Take the listing that follows and copy it precisely.

═══ Data section

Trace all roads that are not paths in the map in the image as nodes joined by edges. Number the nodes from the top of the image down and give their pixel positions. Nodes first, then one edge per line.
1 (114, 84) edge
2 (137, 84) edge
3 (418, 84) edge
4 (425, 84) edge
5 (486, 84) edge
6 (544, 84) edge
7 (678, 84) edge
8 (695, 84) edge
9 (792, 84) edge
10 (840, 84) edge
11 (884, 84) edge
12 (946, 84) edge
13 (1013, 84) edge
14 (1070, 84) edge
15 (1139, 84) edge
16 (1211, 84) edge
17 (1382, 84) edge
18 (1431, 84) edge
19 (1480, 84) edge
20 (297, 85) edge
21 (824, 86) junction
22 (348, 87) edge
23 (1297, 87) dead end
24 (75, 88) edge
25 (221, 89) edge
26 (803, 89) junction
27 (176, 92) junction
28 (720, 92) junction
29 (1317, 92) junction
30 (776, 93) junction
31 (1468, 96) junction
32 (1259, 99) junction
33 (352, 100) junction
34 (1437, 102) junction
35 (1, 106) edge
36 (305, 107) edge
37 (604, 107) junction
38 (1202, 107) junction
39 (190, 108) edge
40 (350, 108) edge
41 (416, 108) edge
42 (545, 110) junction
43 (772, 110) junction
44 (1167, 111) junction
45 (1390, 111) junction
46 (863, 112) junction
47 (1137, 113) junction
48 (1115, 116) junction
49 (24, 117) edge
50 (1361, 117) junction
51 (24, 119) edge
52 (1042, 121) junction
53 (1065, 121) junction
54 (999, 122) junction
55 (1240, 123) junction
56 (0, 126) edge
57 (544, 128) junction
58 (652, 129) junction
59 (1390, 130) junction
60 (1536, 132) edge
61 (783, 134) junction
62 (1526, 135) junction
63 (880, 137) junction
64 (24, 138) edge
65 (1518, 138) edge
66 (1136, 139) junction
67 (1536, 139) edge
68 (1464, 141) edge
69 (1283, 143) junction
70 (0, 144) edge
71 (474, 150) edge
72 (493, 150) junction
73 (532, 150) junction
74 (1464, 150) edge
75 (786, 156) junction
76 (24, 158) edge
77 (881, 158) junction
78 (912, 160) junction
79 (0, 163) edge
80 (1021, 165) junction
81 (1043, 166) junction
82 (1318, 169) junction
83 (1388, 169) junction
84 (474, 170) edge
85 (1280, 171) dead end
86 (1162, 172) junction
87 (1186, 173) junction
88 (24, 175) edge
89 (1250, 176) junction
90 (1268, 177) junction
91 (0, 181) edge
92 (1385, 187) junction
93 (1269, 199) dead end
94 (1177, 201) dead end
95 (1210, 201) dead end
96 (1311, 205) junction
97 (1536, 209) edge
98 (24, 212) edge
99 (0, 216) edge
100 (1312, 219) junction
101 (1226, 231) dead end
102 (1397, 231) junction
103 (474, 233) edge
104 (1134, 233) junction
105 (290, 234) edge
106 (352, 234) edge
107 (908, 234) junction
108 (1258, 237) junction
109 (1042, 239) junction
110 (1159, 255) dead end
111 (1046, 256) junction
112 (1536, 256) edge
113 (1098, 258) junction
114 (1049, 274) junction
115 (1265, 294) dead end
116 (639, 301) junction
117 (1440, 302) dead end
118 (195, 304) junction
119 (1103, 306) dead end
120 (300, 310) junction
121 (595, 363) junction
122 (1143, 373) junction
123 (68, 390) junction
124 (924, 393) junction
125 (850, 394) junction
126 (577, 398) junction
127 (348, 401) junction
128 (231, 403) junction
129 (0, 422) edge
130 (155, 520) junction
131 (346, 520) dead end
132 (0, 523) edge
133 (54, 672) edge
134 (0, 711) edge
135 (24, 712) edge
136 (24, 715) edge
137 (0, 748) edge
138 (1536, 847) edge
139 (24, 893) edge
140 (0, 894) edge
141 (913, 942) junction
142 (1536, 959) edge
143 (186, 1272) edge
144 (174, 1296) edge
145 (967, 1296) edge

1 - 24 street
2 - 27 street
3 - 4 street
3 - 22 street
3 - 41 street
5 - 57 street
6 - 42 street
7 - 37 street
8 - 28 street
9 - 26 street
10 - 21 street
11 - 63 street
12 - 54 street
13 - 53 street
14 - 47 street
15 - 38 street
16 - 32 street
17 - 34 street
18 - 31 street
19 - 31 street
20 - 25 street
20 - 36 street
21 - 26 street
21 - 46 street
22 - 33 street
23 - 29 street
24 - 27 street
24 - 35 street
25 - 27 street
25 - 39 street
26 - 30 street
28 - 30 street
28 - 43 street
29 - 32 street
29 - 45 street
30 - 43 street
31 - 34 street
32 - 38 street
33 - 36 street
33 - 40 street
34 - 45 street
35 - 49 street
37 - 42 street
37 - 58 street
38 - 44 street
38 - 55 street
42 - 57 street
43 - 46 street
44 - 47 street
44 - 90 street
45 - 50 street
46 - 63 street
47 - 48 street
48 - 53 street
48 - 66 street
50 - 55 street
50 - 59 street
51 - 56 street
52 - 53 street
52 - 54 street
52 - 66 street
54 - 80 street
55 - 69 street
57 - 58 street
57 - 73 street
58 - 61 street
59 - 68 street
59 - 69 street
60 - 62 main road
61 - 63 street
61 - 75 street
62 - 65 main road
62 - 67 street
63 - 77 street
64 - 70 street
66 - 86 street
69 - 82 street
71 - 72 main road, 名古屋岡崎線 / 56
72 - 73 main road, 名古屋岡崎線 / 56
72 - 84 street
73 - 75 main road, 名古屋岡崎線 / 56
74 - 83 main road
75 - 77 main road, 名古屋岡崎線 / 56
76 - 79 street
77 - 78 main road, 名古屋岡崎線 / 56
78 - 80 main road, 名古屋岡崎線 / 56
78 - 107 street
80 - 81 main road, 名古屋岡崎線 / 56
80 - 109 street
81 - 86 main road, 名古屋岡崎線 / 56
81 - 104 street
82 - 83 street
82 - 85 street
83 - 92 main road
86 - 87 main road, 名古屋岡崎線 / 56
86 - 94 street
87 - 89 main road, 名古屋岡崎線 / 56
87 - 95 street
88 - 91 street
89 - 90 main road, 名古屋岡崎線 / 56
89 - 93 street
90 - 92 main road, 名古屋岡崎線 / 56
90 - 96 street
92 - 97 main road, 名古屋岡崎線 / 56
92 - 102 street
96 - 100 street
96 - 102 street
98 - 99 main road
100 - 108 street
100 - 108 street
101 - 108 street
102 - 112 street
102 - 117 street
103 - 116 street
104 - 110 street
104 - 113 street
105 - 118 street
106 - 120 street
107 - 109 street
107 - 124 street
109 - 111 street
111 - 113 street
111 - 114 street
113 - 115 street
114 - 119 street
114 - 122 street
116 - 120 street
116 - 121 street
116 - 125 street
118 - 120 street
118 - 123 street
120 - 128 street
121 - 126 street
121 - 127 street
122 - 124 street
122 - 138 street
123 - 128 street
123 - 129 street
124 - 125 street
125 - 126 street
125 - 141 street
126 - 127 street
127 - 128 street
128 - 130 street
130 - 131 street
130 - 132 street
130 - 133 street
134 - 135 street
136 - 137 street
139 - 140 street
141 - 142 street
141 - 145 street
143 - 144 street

══════

Answer to the problem -
Trace all roads that are not paths in the map in the image as nodes joined by edges. Number the nodes from the top of the image down and give their pixel positions. Nodes first, then one edge per line.
1 (114, 84) edge
2 (137, 84) edge
3 (418, 84) edge
4 (425, 84) edge
5 (486, 84) edge
6 (544, 84) edge
7 (678, 84) edge
8 (695, 84) edge
9 (792, 84) edge
10 (840, 84) edge
11 (884, 84) edge
12 (946, 84) edge
13 (1013, 84) edge
14 (1070, 84) edge
15 (1139, 84) edge
16 (1211, 84) edge
17 (1382, 84) edge
18 (1431, 84) edge
19 (1480, 84) edge
20 (297, 85) edge
21 (824, 86) junction
22 (348, 87) edge
23 (1297, 87) dead end
24 (75, 88) edge
25 (221, 89) edge
26 (803, 89) junction
27 (176, 92) junction
28 (720, 92) junction
29 (1317, 92) junction
30 (776, 93) junction
31 (1468, 96) junction
32 (1259, 99) junction
33 (352, 100) junction
34 (1437, 102) junction
35 (1, 106) edge
36 (305, 107) edge
37 (604, 107) junction
38 (1202, 107) junction
39 (190, 108) edge
40 (350, 108) edge
41 (416, 108) edge
42 (545, 110) junction
43 (772, 110) junction
44 (1167, 111) junction
45 (1390, 111) junction
46 (863, 112) junction
47 (1137, 113) junction
48 (1115, 116) junction
49 (24, 117) edge
50 (1361, 117) junction
51 (24, 119) edge
52 (1042, 121) junction
53 (1065, 121) junction
54 (999, 122) junction
55 (1240, 123) junction
56 (0, 126) edge
57 (544, 128) junction
58 (652, 129) junction
59 (1390, 130) junction
60 (1536, 132) edge
61 (783, 134) junction
62 (1526, 135) junction
63 (880, 137) junction
64 (24, 138) edge
65 (1518, 138) edge
66 (1136, 139) junction
67 (1536, 139) edge
68 (1464, 141) edge
69 (1283, 143) junction
70 (0, 144) edge
71 (474, 150) edge
72 (493, 150) junction
73 (532, 150) junction
74 (1464, 150) edge
75 (786, 156) junction
76 (24, 158) edge
77 (881, 158) junction
78 (912, 160) junction
79 (0, 163) edge
80 (1021, 165) junction
81 (1043, 166) junction
82 (1318, 169) junction
83 (1388, 169) junction
84 (474, 170) edge
85 (1280, 171) dead end
86 (1162, 172) junction
87 (1186, 173) junction
88 (24, 175) edge
89 (1250, 176) junction
90 (1268, 177) junction
91 (0, 181) edge
92 (1385, 187) junction
93 (1269, 199) dead end
94 (1177, 201) dead end
95 (1210, 201) dead end
96 (1311, 205) junction
97 (1536, 209) edge
98 (24, 212) edge
99 (0, 216) edge
100 (1312, 219) junction
101 (1226, 231) dead end
102 (1397, 231) junction
103 (474, 233) edge
104 (1134, 233) junction
105 (290, 234) edge
106 (352, 234) edge
107 (908, 234) junction
108 (1258, 237) junction
109 (1042, 239) junction
110 (1159, 255) dead end
111 (1046, 256) junction
112 (1536, 256) edge
113 (1098, 258) junction
114 (1049, 274) junction
115 (1265, 294) dead end
116 (639, 301) junction
117 (1440, 302) dead end
118 (195, 304) junction
119 (1103, 306) dead end
120 (300, 310) junction
121 (595, 363) junction
122 (1143, 373) junction
123 (68, 390) junction
124 (924, 393) junction
125 (850, 394) junction
126 (577, 398) junction
127 (348, 401) junction
128 (231, 403) junction
129 (0, 422) edge
130 (155, 520) junction
131 (346, 520) dead end
132 (0, 523) edge
133 (54, 672) edge
134 (0, 711) edge
135 (24, 712) edge
136 (24, 715) edge
137 (0, 748) edge
138 (1536, 847) edge
139 (24, 893) edge
140 (0, 894) edge
141 (913, 942) junction
142 (1536, 959) edge
143 (186, 1272) edge
144 (174, 1296) edge
145 (967, 1296) edge

1 - 24 street
2 - 27 street
3 - 4 street
3 - 22 street
3 - 41 street
5 - 57 street
6 - 42 street
7 - 37 street
8 - 28 street
9 - 26 street
10 - 21 street
11 - 63 street
12 - 54 street
13 - 53 street
14 - 47 street
15 - 38 street
16 - 32 street
17 - 34 street
18 - 31 street
19 - 31 street
20 - 25 street
20 - 36 street
21 - 26 street
21 - 46 street
22 - 33 street
23 - 29 street
24 - 27 street
24 - 35 street
25 - 27 street
25 - 39 street
26 - 30 street
28 - 30 street
28 - 43 street
29 - 32 street
29 - 45 street
30 - 43 street
31 - 34 street
32 - 38 street
33 - 36 street
33 - 40 street
34 - 45 street
35 - 49 street
37 - 42 street
37 - 58 street
38 - 44 street
38 - 55 street
42 - 57 street
43 - 46 street
44 - 47 street
44 - 90 street
45 - 50 street
46 - 63 street
47 - 48 street
48 - 53 street
48 - 66 street
50 - 55 street
50 - 59 street
51 - 56 street
52 - 53 street
52 - 54 street
52 - 66 street
54 - 80 street
55 - 69 street
57 - 58 street
57 - 73 street
58 - 61 street
59 - 68 street
59 - 69 street
60 - 62 main road
61 - 63 street
61 - 75 street
62 - 65 main road
62 - 67 street
63 - 77 street
64 - 70 street
66 - 86 street
69 - 82 street
71 - 72 main road, 名古屋岡崎線 / 56
72 - 73 main road, 名古屋岡崎線 / 56
72 - 84 street
73 - 75 main road, 名古屋岡崎線 / 56
74 - 83 main road
75 - 77 main road, 名古屋岡崎線 / 56
76 - 79 street
77 - 78 main road, 名古屋岡崎線 / 56
78 - 80 main road, 名古屋岡崎線 / 56
78 - 107 street
80 - 81 main road, 名古屋岡崎線 / 56
80 - 109 street
81 - 86 main road, 名古屋岡崎線 / 56
81 - 104 street
82 - 83 street
82 - 85 street
83 - 92 main road
86 - 87 main road, 名古屋岡崎線 / 56
86 - 94 street
87 - 89 main road, 名古屋岡崎線 / 56
87 - 95 street
88 - 91 street
89 - 90 main road, 名古屋岡崎線 / 56
89 - 93 street
90 - 92 main road, 名古屋岡崎線 / 56
90 - 96 street
92 - 97 main road, 名古屋岡崎線 / 56
92 - 102 street
96 - 100 street
96 - 102 street
98 - 99 main road
100 - 108 street
100 - 108 street
101 - 108 street
102 - 112 street
102 - 117 street
103 - 116 street
104 - 110 street
104 - 113 street
105 - 118 street
106 - 120 street
107 - 109 street
107 - 124 street
109 - 111 street
111 - 113 street
111 - 114 street
113 - 115 street
114 - 119 street
114 - 122 street
116 - 120 street
116 - 121 street
116 - 125 street
118 - 120 street
118 - 123 street
120 - 128 street
121 - 126 street
121 - 127 street
122 - 124 street
122 - 138 street
123 - 128 street
123 - 129 street
124 - 125 street
125 - 126 street
125 - 141 street
126 - 127 street
127 - 128 street
128 - 130 street
130 - 131 street
130 - 132 street
130 - 133 street
134 - 135 street
136 - 137 street
139 - 140 street
141 - 142 street
141 - 145 street
143 - 144 street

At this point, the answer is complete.